Pentecost: What Does It Mean?

Well, of course, it means today what it always meant. But how may we see what it means to us today in our particular circumstances? It is not that the Holy Spirit came upon the Church at Pentecost to bring something completely new, something that God's people had never had before. If I understand things well, the special coming of the Holy Spirit upon the Church at Pentecost was "in power" (Acts 1:8), and that in two respects.

Born Again🔗

First of all, in regard to the idea of being "born again". Believers had always been born again, of course, otherwise they could never have become believers. So Abraham had been born again, David had been born again, and so forth. How­ever, it is true that it is only in the New Testament that this concept is explicitly taught, although the idea of circumcis­ing the heart is related to it. But the Holy Spirit came upon the Church at Pente­cost to broaden, to widen that regener­ating work.

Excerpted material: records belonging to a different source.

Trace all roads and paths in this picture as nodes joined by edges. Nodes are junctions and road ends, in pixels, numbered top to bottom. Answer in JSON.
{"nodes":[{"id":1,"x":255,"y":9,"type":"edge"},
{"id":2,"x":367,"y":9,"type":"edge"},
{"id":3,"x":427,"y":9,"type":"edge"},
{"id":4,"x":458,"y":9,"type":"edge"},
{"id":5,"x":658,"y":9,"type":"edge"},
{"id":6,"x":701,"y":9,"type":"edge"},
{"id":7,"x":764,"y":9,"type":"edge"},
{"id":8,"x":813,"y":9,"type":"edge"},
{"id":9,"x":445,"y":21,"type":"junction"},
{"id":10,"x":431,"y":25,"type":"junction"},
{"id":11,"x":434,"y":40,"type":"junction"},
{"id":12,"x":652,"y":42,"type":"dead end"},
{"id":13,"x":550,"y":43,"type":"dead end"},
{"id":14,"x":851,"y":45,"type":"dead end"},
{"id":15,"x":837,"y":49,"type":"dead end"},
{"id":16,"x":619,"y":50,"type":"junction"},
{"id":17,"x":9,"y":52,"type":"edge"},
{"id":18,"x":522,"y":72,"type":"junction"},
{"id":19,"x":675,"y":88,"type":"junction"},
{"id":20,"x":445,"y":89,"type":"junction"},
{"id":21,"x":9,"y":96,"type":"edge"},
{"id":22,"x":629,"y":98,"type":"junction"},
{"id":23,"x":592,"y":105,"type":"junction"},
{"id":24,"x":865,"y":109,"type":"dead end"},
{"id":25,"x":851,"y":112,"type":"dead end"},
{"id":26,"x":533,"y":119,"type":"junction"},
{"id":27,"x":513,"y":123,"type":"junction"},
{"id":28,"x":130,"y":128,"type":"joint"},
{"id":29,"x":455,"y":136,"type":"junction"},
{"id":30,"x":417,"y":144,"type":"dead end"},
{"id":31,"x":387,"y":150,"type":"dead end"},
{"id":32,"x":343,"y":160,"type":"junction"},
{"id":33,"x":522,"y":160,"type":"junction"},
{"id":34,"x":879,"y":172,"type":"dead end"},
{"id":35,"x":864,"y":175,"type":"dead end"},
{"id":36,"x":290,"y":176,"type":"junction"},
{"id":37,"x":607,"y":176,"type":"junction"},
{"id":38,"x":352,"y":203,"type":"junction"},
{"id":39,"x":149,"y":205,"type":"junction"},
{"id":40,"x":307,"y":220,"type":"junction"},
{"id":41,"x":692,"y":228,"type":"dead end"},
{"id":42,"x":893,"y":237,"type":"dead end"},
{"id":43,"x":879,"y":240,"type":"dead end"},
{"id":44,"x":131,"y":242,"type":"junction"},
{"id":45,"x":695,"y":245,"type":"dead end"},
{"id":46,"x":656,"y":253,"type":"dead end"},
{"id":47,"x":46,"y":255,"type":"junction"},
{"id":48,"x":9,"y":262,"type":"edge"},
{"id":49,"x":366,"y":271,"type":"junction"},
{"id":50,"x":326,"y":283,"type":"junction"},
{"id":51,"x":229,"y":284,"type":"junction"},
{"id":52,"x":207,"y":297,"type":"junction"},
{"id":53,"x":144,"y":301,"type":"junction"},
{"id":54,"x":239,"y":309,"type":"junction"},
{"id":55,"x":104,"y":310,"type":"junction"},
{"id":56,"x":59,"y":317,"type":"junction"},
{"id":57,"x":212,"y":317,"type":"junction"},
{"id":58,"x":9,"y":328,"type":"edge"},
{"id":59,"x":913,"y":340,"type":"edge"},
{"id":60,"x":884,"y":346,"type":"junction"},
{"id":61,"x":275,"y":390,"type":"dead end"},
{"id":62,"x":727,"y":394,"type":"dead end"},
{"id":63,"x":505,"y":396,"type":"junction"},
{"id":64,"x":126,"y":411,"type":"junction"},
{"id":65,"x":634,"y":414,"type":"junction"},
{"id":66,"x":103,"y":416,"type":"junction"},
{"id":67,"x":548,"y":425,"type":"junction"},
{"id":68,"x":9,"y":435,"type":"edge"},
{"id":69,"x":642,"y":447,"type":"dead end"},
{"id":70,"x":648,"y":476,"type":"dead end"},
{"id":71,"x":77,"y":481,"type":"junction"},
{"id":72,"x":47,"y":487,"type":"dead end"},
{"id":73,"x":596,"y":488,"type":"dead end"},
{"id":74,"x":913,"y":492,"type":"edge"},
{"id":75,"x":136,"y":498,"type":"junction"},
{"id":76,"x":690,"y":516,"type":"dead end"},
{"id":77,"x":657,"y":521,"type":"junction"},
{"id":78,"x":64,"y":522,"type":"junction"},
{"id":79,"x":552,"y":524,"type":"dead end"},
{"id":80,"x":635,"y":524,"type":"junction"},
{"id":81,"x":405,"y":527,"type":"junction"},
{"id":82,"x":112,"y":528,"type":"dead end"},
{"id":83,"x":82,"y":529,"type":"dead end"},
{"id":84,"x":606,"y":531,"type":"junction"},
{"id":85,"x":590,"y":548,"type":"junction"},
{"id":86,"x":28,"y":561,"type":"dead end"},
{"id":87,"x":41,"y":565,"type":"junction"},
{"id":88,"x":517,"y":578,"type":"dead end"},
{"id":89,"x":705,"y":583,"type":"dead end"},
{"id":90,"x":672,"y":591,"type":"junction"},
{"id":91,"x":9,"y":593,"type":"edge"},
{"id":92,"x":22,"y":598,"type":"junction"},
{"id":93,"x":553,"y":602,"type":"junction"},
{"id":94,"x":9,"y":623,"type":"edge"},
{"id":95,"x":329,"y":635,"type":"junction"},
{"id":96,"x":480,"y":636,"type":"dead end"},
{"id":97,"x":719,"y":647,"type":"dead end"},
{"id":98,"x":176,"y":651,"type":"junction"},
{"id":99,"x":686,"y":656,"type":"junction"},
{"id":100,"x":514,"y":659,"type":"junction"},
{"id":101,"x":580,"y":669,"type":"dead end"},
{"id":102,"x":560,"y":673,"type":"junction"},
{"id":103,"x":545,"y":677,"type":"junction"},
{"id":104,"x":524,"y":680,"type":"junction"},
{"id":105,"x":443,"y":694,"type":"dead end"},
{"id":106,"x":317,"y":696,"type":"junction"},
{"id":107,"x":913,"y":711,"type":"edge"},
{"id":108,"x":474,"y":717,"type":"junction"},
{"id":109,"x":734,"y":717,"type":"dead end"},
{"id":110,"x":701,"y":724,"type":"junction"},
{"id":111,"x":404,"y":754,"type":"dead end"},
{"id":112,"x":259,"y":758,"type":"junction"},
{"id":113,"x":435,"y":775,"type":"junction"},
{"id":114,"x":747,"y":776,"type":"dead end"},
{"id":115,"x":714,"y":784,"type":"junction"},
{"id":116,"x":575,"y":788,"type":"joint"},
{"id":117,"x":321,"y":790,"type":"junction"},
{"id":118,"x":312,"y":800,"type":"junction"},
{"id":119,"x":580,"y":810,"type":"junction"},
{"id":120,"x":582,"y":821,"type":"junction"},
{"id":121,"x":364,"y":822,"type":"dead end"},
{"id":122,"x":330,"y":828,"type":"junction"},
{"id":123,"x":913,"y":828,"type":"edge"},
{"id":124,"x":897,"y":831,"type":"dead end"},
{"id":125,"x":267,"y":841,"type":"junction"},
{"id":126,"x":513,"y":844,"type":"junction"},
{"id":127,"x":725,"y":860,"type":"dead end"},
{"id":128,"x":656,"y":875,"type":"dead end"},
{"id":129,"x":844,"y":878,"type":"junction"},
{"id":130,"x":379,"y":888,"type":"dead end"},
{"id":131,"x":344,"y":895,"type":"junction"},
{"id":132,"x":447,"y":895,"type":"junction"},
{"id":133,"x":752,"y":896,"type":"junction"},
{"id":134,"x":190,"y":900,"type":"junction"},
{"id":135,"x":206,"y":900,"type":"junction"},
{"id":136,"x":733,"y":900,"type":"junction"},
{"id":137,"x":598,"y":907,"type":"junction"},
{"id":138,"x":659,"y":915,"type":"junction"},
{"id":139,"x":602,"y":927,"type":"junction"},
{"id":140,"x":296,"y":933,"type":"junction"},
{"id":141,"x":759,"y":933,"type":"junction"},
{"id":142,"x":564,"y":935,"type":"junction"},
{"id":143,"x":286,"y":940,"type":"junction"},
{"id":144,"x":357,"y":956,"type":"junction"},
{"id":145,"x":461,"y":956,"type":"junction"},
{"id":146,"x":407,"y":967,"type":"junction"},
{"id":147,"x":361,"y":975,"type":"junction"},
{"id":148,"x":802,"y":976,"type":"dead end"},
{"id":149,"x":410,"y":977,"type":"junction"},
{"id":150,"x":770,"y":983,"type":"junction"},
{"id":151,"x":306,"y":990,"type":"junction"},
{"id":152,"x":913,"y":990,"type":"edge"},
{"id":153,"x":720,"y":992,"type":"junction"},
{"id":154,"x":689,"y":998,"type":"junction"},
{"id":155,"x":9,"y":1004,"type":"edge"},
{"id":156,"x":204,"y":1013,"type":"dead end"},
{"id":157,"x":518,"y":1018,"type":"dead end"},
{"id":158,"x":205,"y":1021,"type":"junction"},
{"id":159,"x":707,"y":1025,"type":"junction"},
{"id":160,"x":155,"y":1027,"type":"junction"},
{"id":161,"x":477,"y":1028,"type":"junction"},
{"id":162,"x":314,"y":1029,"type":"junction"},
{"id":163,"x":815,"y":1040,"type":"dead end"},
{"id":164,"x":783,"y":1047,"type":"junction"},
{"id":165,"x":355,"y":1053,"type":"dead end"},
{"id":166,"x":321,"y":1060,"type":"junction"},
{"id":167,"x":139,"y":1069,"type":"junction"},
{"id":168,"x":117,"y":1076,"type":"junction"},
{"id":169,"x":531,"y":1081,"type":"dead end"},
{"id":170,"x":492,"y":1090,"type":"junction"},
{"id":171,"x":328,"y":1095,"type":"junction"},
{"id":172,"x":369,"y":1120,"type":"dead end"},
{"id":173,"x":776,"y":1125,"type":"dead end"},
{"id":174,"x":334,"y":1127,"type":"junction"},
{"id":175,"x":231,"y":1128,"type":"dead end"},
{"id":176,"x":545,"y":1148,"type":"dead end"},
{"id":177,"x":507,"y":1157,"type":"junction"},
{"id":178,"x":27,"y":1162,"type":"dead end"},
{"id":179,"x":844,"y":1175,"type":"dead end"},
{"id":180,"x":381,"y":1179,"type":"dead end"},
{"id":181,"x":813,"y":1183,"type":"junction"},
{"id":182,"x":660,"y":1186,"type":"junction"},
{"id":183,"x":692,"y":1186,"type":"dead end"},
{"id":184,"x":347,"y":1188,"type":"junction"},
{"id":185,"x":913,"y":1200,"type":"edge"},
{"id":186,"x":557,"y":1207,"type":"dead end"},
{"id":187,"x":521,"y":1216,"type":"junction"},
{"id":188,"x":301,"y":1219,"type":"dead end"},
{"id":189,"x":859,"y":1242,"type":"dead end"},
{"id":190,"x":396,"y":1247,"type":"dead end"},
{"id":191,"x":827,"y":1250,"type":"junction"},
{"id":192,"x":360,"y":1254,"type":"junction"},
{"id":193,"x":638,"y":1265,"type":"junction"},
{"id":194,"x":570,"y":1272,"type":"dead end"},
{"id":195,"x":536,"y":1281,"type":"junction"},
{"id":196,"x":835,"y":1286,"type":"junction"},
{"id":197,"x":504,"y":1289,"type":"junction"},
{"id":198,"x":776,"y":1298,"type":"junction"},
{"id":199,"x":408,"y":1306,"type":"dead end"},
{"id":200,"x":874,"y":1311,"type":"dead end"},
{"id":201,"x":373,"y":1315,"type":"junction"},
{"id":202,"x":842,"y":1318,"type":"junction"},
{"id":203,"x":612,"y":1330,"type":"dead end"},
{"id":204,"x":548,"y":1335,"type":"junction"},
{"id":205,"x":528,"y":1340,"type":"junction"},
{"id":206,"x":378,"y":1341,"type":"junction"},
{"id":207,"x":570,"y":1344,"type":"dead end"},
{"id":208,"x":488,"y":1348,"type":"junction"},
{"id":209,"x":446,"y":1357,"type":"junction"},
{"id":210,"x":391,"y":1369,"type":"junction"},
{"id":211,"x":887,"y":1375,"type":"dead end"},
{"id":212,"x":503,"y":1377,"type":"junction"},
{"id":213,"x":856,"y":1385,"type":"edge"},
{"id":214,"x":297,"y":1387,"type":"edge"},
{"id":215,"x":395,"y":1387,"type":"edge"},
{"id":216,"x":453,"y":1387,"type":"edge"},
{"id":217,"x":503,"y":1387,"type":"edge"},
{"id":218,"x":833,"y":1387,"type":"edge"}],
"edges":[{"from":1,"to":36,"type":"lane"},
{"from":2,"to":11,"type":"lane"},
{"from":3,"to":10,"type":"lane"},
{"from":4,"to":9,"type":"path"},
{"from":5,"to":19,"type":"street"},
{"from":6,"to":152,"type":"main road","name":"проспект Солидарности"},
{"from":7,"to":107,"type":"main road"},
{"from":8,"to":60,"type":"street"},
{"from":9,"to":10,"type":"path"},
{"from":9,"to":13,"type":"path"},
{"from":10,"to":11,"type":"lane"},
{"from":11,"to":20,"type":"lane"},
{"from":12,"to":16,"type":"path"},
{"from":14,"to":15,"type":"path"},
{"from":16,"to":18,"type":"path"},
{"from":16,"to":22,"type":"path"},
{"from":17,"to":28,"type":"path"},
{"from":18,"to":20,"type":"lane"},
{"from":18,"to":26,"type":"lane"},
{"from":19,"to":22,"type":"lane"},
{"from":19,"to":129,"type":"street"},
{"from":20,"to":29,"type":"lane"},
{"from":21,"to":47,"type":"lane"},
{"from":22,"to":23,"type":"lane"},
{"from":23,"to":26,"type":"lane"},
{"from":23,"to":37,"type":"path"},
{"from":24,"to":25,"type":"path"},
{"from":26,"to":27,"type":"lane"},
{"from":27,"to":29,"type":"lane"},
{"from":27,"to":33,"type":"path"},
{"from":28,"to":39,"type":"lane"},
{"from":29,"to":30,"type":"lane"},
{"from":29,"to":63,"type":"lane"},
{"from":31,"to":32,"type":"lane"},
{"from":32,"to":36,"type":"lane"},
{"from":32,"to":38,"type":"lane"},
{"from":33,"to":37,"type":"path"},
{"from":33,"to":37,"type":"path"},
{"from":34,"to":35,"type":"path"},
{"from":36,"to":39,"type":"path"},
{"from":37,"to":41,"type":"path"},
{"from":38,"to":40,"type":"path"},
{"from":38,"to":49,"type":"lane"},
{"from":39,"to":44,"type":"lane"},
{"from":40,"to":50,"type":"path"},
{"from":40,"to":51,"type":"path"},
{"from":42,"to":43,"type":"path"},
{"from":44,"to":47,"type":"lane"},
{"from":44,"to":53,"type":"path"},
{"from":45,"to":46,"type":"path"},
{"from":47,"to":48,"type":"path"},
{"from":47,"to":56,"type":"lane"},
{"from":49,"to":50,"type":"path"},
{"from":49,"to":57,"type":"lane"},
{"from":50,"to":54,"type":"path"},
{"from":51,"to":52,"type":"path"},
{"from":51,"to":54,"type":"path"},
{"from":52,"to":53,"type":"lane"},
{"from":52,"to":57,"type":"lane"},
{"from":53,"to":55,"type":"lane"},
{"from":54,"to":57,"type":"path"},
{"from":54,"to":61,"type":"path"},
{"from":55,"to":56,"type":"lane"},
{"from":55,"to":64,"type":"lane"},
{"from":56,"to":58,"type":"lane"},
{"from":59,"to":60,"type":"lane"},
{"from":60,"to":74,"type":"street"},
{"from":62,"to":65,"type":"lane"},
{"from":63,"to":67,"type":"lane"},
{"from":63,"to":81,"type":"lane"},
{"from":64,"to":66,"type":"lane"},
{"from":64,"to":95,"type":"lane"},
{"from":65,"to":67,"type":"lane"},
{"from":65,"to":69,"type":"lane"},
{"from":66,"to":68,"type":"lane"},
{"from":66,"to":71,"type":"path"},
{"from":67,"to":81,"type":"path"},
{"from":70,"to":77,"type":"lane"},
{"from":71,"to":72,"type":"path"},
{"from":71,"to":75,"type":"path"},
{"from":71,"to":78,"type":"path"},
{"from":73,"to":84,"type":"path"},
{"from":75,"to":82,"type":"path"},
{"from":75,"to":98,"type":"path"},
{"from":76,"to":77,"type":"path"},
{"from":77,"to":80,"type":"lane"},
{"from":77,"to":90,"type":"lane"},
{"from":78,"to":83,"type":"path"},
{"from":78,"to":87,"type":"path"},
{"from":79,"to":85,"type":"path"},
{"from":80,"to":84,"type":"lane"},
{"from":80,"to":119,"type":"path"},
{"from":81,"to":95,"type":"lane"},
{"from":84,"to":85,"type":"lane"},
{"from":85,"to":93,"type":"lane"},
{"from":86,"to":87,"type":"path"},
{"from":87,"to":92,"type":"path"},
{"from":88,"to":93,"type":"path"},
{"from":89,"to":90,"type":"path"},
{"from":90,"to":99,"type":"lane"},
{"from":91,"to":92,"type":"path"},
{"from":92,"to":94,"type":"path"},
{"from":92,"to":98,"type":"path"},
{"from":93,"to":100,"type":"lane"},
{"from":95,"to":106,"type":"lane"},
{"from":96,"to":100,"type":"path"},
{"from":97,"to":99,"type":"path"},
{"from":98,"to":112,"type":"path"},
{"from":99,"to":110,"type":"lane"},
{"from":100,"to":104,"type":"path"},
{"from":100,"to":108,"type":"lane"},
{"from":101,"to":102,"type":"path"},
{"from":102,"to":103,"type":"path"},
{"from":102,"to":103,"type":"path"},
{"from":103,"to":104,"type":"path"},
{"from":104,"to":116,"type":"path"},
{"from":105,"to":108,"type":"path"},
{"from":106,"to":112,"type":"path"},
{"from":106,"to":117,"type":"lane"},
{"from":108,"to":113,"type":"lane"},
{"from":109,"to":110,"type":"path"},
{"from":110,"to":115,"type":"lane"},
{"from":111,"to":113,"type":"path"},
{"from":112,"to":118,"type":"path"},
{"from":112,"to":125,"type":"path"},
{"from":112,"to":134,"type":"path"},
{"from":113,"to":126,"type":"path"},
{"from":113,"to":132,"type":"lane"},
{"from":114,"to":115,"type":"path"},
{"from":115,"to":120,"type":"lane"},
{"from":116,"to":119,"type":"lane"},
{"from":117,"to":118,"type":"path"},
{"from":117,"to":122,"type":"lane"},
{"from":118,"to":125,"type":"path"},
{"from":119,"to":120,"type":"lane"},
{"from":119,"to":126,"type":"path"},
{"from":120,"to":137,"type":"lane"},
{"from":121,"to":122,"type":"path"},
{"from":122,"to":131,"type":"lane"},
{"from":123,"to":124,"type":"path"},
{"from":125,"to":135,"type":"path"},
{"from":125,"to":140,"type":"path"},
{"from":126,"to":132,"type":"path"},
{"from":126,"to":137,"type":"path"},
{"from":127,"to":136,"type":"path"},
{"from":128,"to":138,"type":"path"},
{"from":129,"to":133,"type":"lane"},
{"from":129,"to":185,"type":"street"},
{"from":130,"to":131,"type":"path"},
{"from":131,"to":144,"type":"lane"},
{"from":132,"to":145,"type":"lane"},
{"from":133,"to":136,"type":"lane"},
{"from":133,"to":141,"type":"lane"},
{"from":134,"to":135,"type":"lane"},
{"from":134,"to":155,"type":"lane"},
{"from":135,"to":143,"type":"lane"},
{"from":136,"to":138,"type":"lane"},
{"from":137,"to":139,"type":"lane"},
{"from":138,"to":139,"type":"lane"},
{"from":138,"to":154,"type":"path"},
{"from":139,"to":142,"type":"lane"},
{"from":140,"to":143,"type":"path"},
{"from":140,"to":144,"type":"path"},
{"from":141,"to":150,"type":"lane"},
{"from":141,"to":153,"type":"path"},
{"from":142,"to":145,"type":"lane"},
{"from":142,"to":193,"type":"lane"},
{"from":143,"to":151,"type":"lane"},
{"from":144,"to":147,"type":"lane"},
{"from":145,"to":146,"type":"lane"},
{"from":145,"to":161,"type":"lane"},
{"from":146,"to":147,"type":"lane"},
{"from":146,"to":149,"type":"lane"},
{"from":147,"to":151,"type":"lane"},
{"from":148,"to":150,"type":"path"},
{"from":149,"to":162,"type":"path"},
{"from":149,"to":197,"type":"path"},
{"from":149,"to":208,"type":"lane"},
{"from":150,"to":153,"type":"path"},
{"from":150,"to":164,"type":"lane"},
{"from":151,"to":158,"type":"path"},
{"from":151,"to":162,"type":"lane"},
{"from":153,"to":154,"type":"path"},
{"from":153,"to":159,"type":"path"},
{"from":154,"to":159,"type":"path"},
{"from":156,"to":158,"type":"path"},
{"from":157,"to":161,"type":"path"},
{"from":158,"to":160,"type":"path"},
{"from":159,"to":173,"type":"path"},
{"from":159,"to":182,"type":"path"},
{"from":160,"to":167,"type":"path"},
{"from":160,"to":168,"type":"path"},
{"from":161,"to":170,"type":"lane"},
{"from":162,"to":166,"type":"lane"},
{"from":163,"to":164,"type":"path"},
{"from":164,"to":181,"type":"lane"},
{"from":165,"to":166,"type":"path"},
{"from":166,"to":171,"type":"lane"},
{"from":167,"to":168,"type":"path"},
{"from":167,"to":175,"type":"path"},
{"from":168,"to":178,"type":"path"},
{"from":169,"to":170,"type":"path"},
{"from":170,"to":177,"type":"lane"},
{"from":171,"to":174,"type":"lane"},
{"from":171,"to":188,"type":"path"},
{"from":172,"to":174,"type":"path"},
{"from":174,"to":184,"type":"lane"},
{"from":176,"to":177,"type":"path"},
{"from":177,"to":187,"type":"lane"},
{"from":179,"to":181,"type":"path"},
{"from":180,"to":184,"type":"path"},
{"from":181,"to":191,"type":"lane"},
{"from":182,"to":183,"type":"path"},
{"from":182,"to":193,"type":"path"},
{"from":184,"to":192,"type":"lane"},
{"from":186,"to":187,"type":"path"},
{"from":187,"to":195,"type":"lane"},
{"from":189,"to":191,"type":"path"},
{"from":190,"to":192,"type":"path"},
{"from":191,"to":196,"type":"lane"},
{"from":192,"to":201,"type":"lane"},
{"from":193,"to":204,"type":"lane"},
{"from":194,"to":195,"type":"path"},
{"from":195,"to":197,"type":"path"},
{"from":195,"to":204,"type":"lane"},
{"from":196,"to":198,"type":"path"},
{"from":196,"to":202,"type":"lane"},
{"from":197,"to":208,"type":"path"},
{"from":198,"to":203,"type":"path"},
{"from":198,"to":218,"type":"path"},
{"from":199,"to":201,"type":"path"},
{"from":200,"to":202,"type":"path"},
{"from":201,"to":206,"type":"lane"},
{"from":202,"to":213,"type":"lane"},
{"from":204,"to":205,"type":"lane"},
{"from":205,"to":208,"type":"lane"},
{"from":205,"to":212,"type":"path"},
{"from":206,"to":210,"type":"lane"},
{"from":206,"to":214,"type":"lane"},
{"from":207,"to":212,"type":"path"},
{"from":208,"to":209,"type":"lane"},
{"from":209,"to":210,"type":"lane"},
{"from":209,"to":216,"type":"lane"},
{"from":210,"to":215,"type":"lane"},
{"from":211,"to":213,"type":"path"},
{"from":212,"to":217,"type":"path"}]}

Jesus told the disciples, when they asked him in Acts 1 whether the king­dom would now be restored to Israel, to wait in Jerusalem until the Holy Spirit shall come upon you "in power ... and you shall be my witnesses in Jerusalem, and in all Judea and Samaria, and the ends of the earth." This is why Peter quotes that prophecy of Joel in Acts 2 about God's Spirit being poured out on all flesh, their sons and daughters proph­esying, young men seeing visions and old men dreaming dreams and so on. This is connected with the New Testa­ment idea of all believers being proph­ets, priests and kings which, in turn, is connected with Paul's teaching that every believer has a gift of the Holy Spirit. In the new dispensation ushered in by Pen­tecost, the Gospel was to break out of its Jewish banks and flood over into the whole world. In order for the Church to do this, no longer would there be only a few prophets, priests and kings, but every member of the renewed Israel was to be a Holy Spirit-gifted prophet, priest and king. This idea is not absent in the Old Testament Israel always was to be a holy nation and a kingdom of priests, but only in the New Testament is every member of that holy nation and kingdom of priests anointed with the Holy Spirit and thus empowered as a prophet, priest and king. So whereas, in the Old Testament, the nations were to look at Isra­el and see her wonderful and just laws (Deut.4) and say, "What na­tion has a God like this?" and thus be attracted to her and her God, in the New Testament, while that aspect is still present, nev­ertheless the New Testament Israel is to be much more aggressive in her representational task. That is, she is no longer sent into Canaan; she is now sent out to the world and every member in her has been empow­ered for that.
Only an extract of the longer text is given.